Where this really breaks down potentially is in the 'Steam wishlists to Week 1 sales', since our survey data suggests this can vary by as much as 10x to 20x! So with 10,000 wishlists at launch, you could sell 300 copies in Week 1 or 6,000 copies. This is why the Fellow Traveller version of the spreadsheet includes all kinds of possible scenarios. How you do is dependent on the quality of your Steam wishlists and the natural 'convertibility' of the genre you're in – and also if the game gets picked up by streamers, etc. There are a lot of variables. But the point is, you can do SOME planning based on this type of info!
What Should Indie Developers Focus On
Breaking it down to just a few things new indies should do, I would say the following:
- Think very carefully about what game genre/subgenre you want to be in. There are some areas that are more sales-friendly than others, and there's provable data on median revenue for Steam tags to show this.
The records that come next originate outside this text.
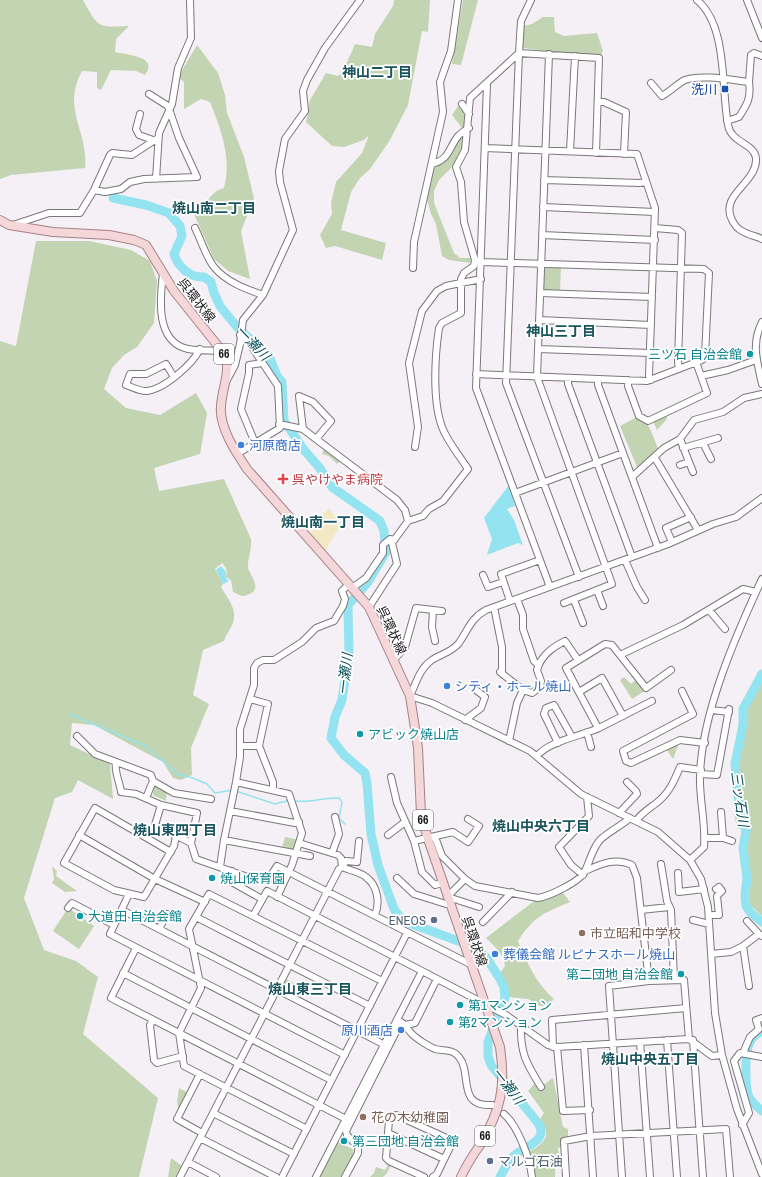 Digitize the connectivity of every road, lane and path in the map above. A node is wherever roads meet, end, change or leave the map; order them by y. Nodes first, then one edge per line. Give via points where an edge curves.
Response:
1 (190, 0) edge
2 (360, 0) edge
3 (458, 0) edge
4 (531, 0) edge
5 (697, 0) edge
6 (747, 0) edge
7 (762, 38) edge
8 (519, 53) junction
9 (549, 54) junction
10 (575, 56) junction
11 (762, 56) edge
12 (725, 79) junction
13 (749, 82) junction
14 (651, 83) dead end
15 (487, 84) junction
16 (149, 94) dead end
17 (598, 102) junction
18 (462, 104) dead end
19 (169, 110) junction
20 (140, 114) dead end
21 (469, 114) junction
22 (727, 121) junction
23 (468, 128) junction
24 (156, 139) junction
25 (485, 148) junction
26 (516, 149) junction
27 (546, 150) junction
28 (570, 152) junction
29 (596, 152) junction
30 (624, 154) junction
31 (432, 164) junction
32 (156, 179) junction
33 (544, 180) junction
34 (646, 182) junction
35 (94, 190) junction
36 (543, 207) junction
37 (655, 212) junction
38 (0, 220) edge
39 (13, 225) junction
40 (195, 228) dead end
41 (655, 228) junction
42 (542, 235) junction
43 (655, 240) junction
44 (762, 240) edge
45 (482, 262) junction
46 (511, 263) junction
47 (541, 264) junction
48 (413, 268) dead end
49 (654, 268) junction
50 (681, 268) junction
51 (163, 274) junction
52 (481, 279) junction
53 (460, 282) junction
54 (540, 292) junction
55 (263, 295) junction
56 (652, 297) junction
57 (539, 320) junction
58 (762, 322) edge
59 (651, 325) junction
60 (240, 335) junction
61 (200, 349) junction
62 (538, 349) junction
63 (222, 351) junction
64 (650, 353) junction
65 (756, 360) junction
66 (696, 362) junction
67 (262, 363) junction
68 (679, 369) junction
69 (476, 374) junction
70 (506, 376) junction
71 (701, 376) junction
72 (174, 377) junction
73 (537, 377) junction
74 (568, 378) junction
75 (598, 379) junction
76 (628, 380) junction
77 (651, 380) junction
78 (225, 383) junction
79 (762, 384) edge
80 (762, 394) edge
81 (279, 424) junction
82 (303, 429) junction
83 (718, 438) dead end
84 (316, 439) junction
85 (680, 439) junction
86 (255, 443) junction
87 (703, 443) junction
88 (415, 447) dead end
89 (683, 448) junction
90 (623, 453) junction
91 (237, 454) junction
92 (655, 458) junction
93 (710, 459) dead end
94 (597, 462) junction
95 (689, 462) junction
96 (680, 465) dead end
97 (572, 472) junction
98 (693, 472) dead end
99 (632, 477) junction
100 (543, 482) junction
101 (515, 493) junction
102 (762, 498) edge
103 (691, 517) junction
104 (408, 521) junction
105 (698, 530) junction
106 (394, 540) junction
107 (670, 543) junction
108 (658, 548) junction
109 (632, 557) junction
110 (540, 560) junction
111 (625, 560) junction
112 (606, 566) junction
113 (483, 575) dead end
114 (578, 577) junction
115 (762, 579) edge
116 (503, 582) junction
117 (351, 587) junction
118 (550, 587) junction
119 (597, 590) junction
120 (756, 592) junction
121 (517, 599) junction
122 (574, 600) junction
123 (645, 600) dead end
124 (510, 601) junction
125 (564, 603) dead end
126 (603, 606) dead end
127 (369, 607) junction
128 (494, 607) junction
129 (433, 610) junction
130 (709, 610) junction
131 (442, 611) dead end
132 (583, 623) dead end
133 (725, 629) dead end
134 (435, 641) dead end
135 (620, 655) junction
136 (578, 660) junction
137 (393, 661) junction
138 (538, 666) junction
139 (671, 670) dead end
140 (476, 690) dead end
141 (523, 690) junction
142 (682, 691) dead end
143 (579, 692) junction
144 (410, 696) junction
145 (250, 698) junction
146 (652, 701) dead end
147 (712, 710) junction
148 (623, 716) junction
149 (466, 720) junction
150 (598, 728) junction
151 (587, 732) junction
152 (77, 736) dead end
153 (572, 737) junction
154 (509, 741) junction
155 (558, 743) junction
156 (705, 744) junction
157 (240, 746) junction
158 (259, 746) junction
159 (591, 747) dead end
160 (537, 756) junction
161 (116, 763) junction
162 (700, 772) junction
163 (391, 777) dead end
164 (153, 781) junction
165 (626, 782) dead end
166 (236, 787) junction
167 (273, 790) junction
168 (587, 797) junction
169 (146, 798) junction
170 (211, 799) dead end
171 (161, 805) junction
172 (230, 811) junction
173 (619, 812) junction
174 (721, 812) dead end
175 (335, 817) dead end
176 (468, 819) dead end
177 (633, 820) junction
178 (299, 822) junction
179 (405, 822) junction
180 (79, 835) junction
181 (388, 835) dead end
182 (176, 836) junction
183 (431, 838) junction
184 (704, 838) junction
185 (723, 838) junction
186 (224, 840) junction
187 (359, 841) dead end
188 (414, 841) junction
189 (732, 841) dead end
190 (191, 843) junction
191 (299, 843) junction
192 (171, 852) junction
193 (295, 853) junction
194 (332, 853) junction
195 (310, 856) dead end
196 (690, 860) junction
197 (661, 864) dead end
198 (220, 867) junction
199 (342, 867) junction
200 (232, 871) junction
201 (289, 872) junction
202 (584, 873) junction
203 (678, 873) dead end
204 (397, 878) dead end
205 (155, 879) junction
206 (465, 879) junction
207 (442, 883) junction
208 (704, 889) junction
209 (716, 889) dead end
210 (327, 891) junction
211 (512, 892) junction
212 (129, 894) junction
213 (277, 897) junction
214 (262, 899) junction
215 (448, 900) junction
216 (205, 902) junction
217 (479, 907) dead end
218 (669, 907) junction
219 (68, 908) dead end
220 (122, 910) junction
221 (640, 910) junction
222 (167, 914) dead end
223 (375, 915) junction
224 (714, 915) dead end
225 (196, 916) junction
226 (254, 916) junction
227 (314, 916) junction
228 (693, 920) dead end
229 (483, 922) dead end
230 (747, 922) dead end
231 (709, 924) junction
232 (114, 926) junction
233 (159, 929) junction
234 (406, 933) junction
235 (761, 935) edge
236 (302, 940) junction
237 (193, 946) junction
238 (743, 946) junction
239 (136, 948) junction
240 (711, 954) junction
241 (394, 957) junction
242 (289, 964) junction
243 (470, 964) junction
244 (422, 971) junction
245 (123, 974) junction
246 (437, 979) junction
247 (674, 979) junction
248 (199, 980) junction
249 (382, 981) junction
250 (649, 981) junction
251 (749, 986) dead end
252 (276, 989) junction
253 (485, 1004) junction
254 (370, 1006) junction
255 (191, 1008) junction
256 (686, 1008) junction
257 (264, 1013) junction
258 (610, 1015) junction
259 (762, 1018) edge
260 (153, 1020) junction
261 (520, 1024) junction
262 (405, 1025) junction
263 (357, 1030) junction
264 (179, 1033) junction
265 (251, 1039) junction
266 (667, 1040) junction
267 (691, 1040) junction
268 (640, 1042) junction
269 (612, 1043) junction
270 (384, 1044) junction
271 (584, 1045) junction
272 (555, 1047) junction
273 (746, 1053) junction
274 (345, 1055) junction
275 (722, 1055) junction
276 (183, 1056) junction
277 (762, 1057) edge
278 (238, 1063) junction
279 (200, 1074) junction
280 (332, 1080) junction
281 (226, 1087) junction
282 (541, 1087) dead end
283 (319, 1105) junction
284 (492, 1105) dead end
285 (590, 1110) junction
286 (213, 1113) junction
287 (504, 1114) dead end
288 (346, 1119) junction
289 (742, 1125) junction
290 (307, 1129) junction
291 (700, 1130) junction
292 (675, 1132) junction
293 (388, 1133) junction
294 (647, 1134) junction
295 (618, 1135) junction
296 (201, 1136) junction
297 (591, 1136) junction
298 (294, 1154) junction
299 (444, 1159) junction
300 (188, 1162) junction
301 (762, 1174) edge
302 (438, 1176) edge
303 (180, 1177) edge
304 (216, 1177) edge
305 (276, 1177) edge
306 (282, 1177) edge
307 (316, 1177) edge
308 (345, 1177) edge
309 (424, 1177) edge
310 (461, 1177) edge
311 (532, 1177) edge
312 (566, 1177) edge
313 (593, 1177) edge
314 (622, 1177) edge
315 (650, 1177) edge
316 (677, 1177) edge
317 (703, 1177) edge
318 (730, 1177) edge

1 - 19 street via 191,38 178,68
2 - 55 street via 325,48 307,80 303,91 305,111 285,139 279,171 293,230
3 - 31 street via 451,51 440,82 443,112
4 - 8 street via 521,21
5 - 12 street via 706,8 713,20
6 - 7 street
8 - 9 street
8 - 15 street
8 - 26 street
9 - 10 street
9 - 27 street
10 - 17 street via 599,58
10 - 28 street
11 - 13 street via 751,55
12 - 13 street
12 - 14 street via 683,80 662,96
12 - 22 street
13 - 22 street via 751,95 740,117
15 - 21 street via 470,98
15 - 25 street
16 - 19 street via 168,106
17 - 29 street
17 - 30 street via 604,102 626,112
18 - 21 street
19 - 24 street
19 - 32 street via 197,177
20 - 24 street via 136,129 139,135
21 - 23 street
22 - 44 street via 732,136 752,149 756,156 756,164 751,174 733,196 730,215 734,224 742,231
23 - 31 street via 458,136 451,150 441,161
23 - 53 street via 465,150 456,167 461,182 464,222 475,260 474,266 464,273
24 - 32 street
24 - 35 street via 132,155 112,153
25 - 26 street
25 - 45 street
26 - 27 street
26 - 46 street
27 - 28 street
27 - 33 street
28 - 29 street
29 - 30 street
30 - 34 street via 637,154
31 - 48 street via 414,242
32 - 35 street via 130,182 120,189 111,191
33 - 34 street via 640,184
33 - 36 street
34 - 37 street
35 - 39 street via 80,212 49,213
36 - 37 street
36 - 42 street
37 - 41 street
38 - 39 main road, 呉環状線 / 66
39 - 51 main road, 呉環状線 / 66 via 53,232 109,235 134,240 146,245
40 - 55 street via 213,267 242,288
41 - 43 street
41 - 50 street via 678,230 682,233
42 - 43 street
42 - 47 street
43 - 49 street
45 - 46 street
45 - 52 street
46 - 47 street
46 - 70 street
47 - 49 street
47 - 54 street
49 - 50 street
49 - 56 street
50 - 66 street via 704,269 709,273 705,356
50 - 68 street
51 - 61 street via 160,285 165,330 181,346
51 - 63 main road, 呉環状線 / 66
52 - 53 street
52 - 69 street
53 - 88 street via 437,291 422,311 409,363 418,427
53 - 104 street via 461,313 442,323 439,328 435,367 442,427 468,469 443,501 429,508 423,516
54 - 56 street
54 - 57 street
55 - 60 street via 243,320
56 - 59 street
57 - 59 street
57 - 62 street
58 - 65 street via 755,339
59 - 64 street
60 - 67 street via 248,341
60 - 78 street via 235,365
61 - 63 street
61 - 72 street via 196,358
62 - 64 street
62 - 73 street
63 - 78 main road, 呉環状線 / 66 via 228,366
64 - 77 street
65 - 71 street
65 - 79 street
66 - 68 street
66 - 71 street
67 - 81 street via 278,386
67 - 86 street via 249,365 241,409
68 - 77 street
69 - 70 street
69 - 101 street via 476,388
70 - 73 street
70 - 100 street via 506,383
71 - 76 street via 707,393 648,421 639,416
72 - 72 street via 154,390 145,392 126,385 130,374 146,374 166,364
73 - 74 street
73 - 97 street
74 - 75 street
74 - 94 street
75 - 76 street
75 - 90 street
76 - 77 street
78 - 91 main road, 呉環状線 / 66 via 221,407 224,423
80 - 85 street via 744,398 723,412 694,420
81 - 82 street
81 - 86 street via 280,428
82 - 84 street
82 - 84 street via 299,396 313,402 330,421
83 - 87 street
84 - 104 street via 397,500 405,510
85 - 89 street
85 - 92 street via 664,448
86 - 91 street
87 - 89 street
87 - 93 street
89 - 95 street
90 - 94 street
90 - 99 street
91 - 117 main road, 呉環状線 / 66 via 246,468
92 - 99 street
92 - 103 street
94 - 97 street
94 - 109 street
95 - 96 street
95 - 98 street
97 - 100 street
97 - 112 street
99 - 108 street
100 - 101 street
100 - 114 street
101 - 110 street
102 - 105 street via 736,517
103 - 105 street
103 - 107 street via 666,528
104 - 106 street
105 - 107 street
106 - 117 street via 390,539 383,546 383,552 366,578
106 - 127 street via 392,543 397,564
107 - 108 street
108 - 109 street
109 - 111 street
110 - 116 street via 501,574
110 - 118 street
111 - 112 street
111 - 123 street
112 - 114 street
112 - 119 street via 612,584
113 - 116 street via 488,587
114 - 118 street
115 - 120 street
116 - 124 street
117 - 127 main road, 呉環状線 / 66
117 - 145 street via 342,591 343,606 334,621 316,628 302,642 274,660 257,663
118 - 121 street
119 - 122 street
119 - 126 street
120 - 130 street via 743,589
120 - 147 street via 733,645
121 - 124 street
121 - 138 street via 523,615 523,629
122 - 125 street
122 - 132 street
124 - 128 street
127 - 137 main road, 呉環状線 / 66
128 - 141 street via 502,647 500,672
128 - 144 street via 478,615 458,644 427,664
129 - 131 street
129 - 134 street via 432,627
129 - 137 street via 416,608 405,647
130 - 133 street
130 - 135 street
135 - 136 street via 612,645 605,644
135 - 139 street via 646,688
136 - 138 street via 565,641 550,650
136 - 143 street via 566,668
137 - 144 main road, 呉環状線 / 66
138 - 141 street via 540,686 532,693
140 - 149 street via 484,697 481,708
141 - 154 street
142 - 156 street via 693,714 623,751 626,761 631,763 680,740
143 - 148 street via 602,678
143 - 150 street
144 - 149 street via 432,703
144 - 183 main road, 呉環状線 / 66 via 418,748 421,814
145 - 157 street via 240,729
145 - 158 street via 268,704
146 - 148 street
147 - 156 street
147 - 162 street via 729,710 717,775
148 - 150 street
149 - 154 street
150 - 151 street
151 - 153 street
151 - 159 street
152 - 161 street via 95,754
153 - 155 street
153 - 155 street via 554,705 546,708 544,714
154 - 160 street
155 - 160 street via 541,750
156 - 162 street
157 - 158 street
157 - 166 street
158 - 167 street via 273,782
160 - 168 street
161 - 164 street via 151,775
161 - 169 street via 121,792
162 - 177 street via 680,767 670,788 661,799
162 - 184 street
163 - 179 street
164 - 169 street
164 - 170 street via 174,794
165 - 173 street via 637,794
166 - 167 street
166 - 172 street
167 - 178 street via 289,794
168 - 173 street
168 - 202 street via 589,816 558,847 572,865
169 - 171 street
171 - 182 street via 155,825
171 - 190 street via 197,813
172 - 178 street
172 - 186 street
173 - 177 street
174 - 185 street
175 - 194 street via 339,834
176 - 183 street via 481,828 468,842 452,832
177 - 196 street via 658,832
177 - 202 street via 599,841
178 - 191 street via 302,833
179 - 181 street
179 - 188 street
180 - 192 street via 95,808
180 - 205 street
180 - 212 street via 64,863 114,890
182 - 190 street
182 - 192 street
183 - 188 street
183 - 206 street via 442,856
183 - 207 main road, 呉環状線 / 66
184 - 185 street
184 - 196 street via 704,847
185 - 189 street
186 - 193 street
186 - 198 street
187 - 199 street via 357,862 346,861
188 - 207 street via 422,872 435,885
190 - 198 street via 196,860
191 - 193 street
191 - 194 street
192 - 205 street
193 - 195 street
193 - 201 street
194 - 199 street via 341,858
196 - 208 street
197 - 218 street
198 - 200 street
199 - 210 street via 338,869
199 - 223 street via 366,877 374,888 379,905
200 - 201 street via 256,880 268,880 276,866
200 - 214 street via 228,880
201 - 210 street
201 - 213 street
202 - 211 street via 580,879 546,897 538,898
202 - 221 street via 607,862 622,861 632,865 637,878
203 - 208 street via 679,892
204 - 215 street via 414,894
205 - 212 street via 144,897
205 - 216 street
206 - 211 street via 475,886
206 - 215 street
207 - 215 main road, 呉環状線 / 66
208 - 231 street
209 - 224 street via 719,887 722,891 717,896 719,915
210 - 223 street
210 - 227 street
211 - 229 street
212 - 220 street
213 - 214 street via 266,891
213 - 227 street
214 - 226 street
215 - 217 street
215 - 243 main road, 呉環状線 / 66
216 - 225 street
216 - 226 street via 210,894
218 - 221 street
218 - 247 street
219 - 232 street via 72,903
220 - 232 street
220 - 233 street
221 - 250 street
222 - 233 street
223 - 234 street
225 - 237 street via 189,929
225 - 242 street
226 - 236 street
227 - 236 street
227 - 241 street
228 - 231 street
230 - 235 street
231 - 240 street
232 - 239 street via 110,934
233 - 237 street
234 - 241 street
234 - 243 street
235 - 238 street
236 - 242 street
236 - 249 street
237 - 248 street
237 - 252 street
238 - 240 street via 731,952
238 - 251 street
239 - 245 street
239 - 248 street
240 - 275 street via 715,1014
241 - 244 street
241 - 249 street
242 - 252 street
242 - 254 street
243 - 253 main road, 呉環状線 / 66
244 - 246 street
244 - 270 street
245 - 255 street
245 - 260 street via 111,998
246 - 253 street
246 - 262 street via 414,1023
247 - 250 street
247 - 256 street via 684,980
248 - 255 street via 201,988
248 - 257 street
249 - 254 street
250 - 258 street via 609,986
252 - 257 street
252 - 263 street
253 - 261 street
253 - 310 main road, 呉環状線 / 66 via 503,1066 502,1092 490,1128
254 - 263 street
255 - 264 street
255 - 265 street
256 - 258 street
256 - 267 street
257 - 265 street
257 - 274 street
258 - 269 street
258 - 272 street via 552,1020
259 - 273 street via 756,1020 759,1029 750,1038
260 - 264 street
260 - 276 street via 150,1025 154,1060 157,1062
261 - 272 street via 543,1042
261 - 282 street via 522,1049 528,1067
262 - 284 street via 412,1035 436,1049 457,1055 471,1099 476,1104
262 - 308 street via 401,1022 346,1131 358,1147 358,1153
263 - 270 street
263 - 274 street
264 - 276 street
264 - 278 street
265 - 278 street
265 - 280 street
266 - 267 street
266 - 268 street
266 - 292 street
267 - 275 street via 712,1056
267 - 291 street
268 - 269 street
268 - 294 street
269 - 271 street
269 - 295 street
270 - 288 street
271 - 272 street
271 - 285 street
272 - 285 street via 563,1111
273 - 277 street
273 - 289 street via 740,1053 734,1061 749,1113
274 - 280 street
275 - 289 street
276 - 279 street via 184,1066
278 - 281 street
278 - 283 street
279 - 281 street
279 - 296 street via 177,1119
280 - 283 street
281 - 286 street
281 - 290 street
283 - 288 street
283 - 290 street
285 - 297 street
286 - 296 street
286 - 298 street
287 - 311 street via 526,1150
288 - 307 street
289 - 301 street
290 - 298 street
291 - 292 street
291 - 317 street
291 - 318 street via 726,1129
292 - 294 street
292 - 316 street
293 - 299 street
293 - 299 street via 389,1120 396,1115 453,1140
293 - 309 street via 386,1158
294 - 295 street
294 - 315 street
295 - 297 street
295 - 314 street
296 - 300 street
296 - 305 street
297 - 312 street via 564,1141
297 - 313 street
298 - 306 street
299 - 302 street
300 - 303 street
300 - 304 street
- Design the game for discoverability! Does it look great – or interesting – if you just see a GIF for 5-10 seconds?
- Is it a game that 'looks' deep or interesting? You really need that upfront hook to interest people with so much competition out there.
- Announce early! Have information and a video trailer out for your game for 12 months or more before you want to release it.
- Build a community from the very beginning, and nurture it with alpha demos, regular dev updates, and lots more.
- Be smart about being in showcases (announcement events, Steam Next Fests, other Steam pre-release features!) This can make a major difference.
- Put time into actually marketing the game (via social media) and reaching out to streamers too. This can really pay dividends.
I know this sounds like a lot more work than just announcing a game and then releasing it, but it's all really important!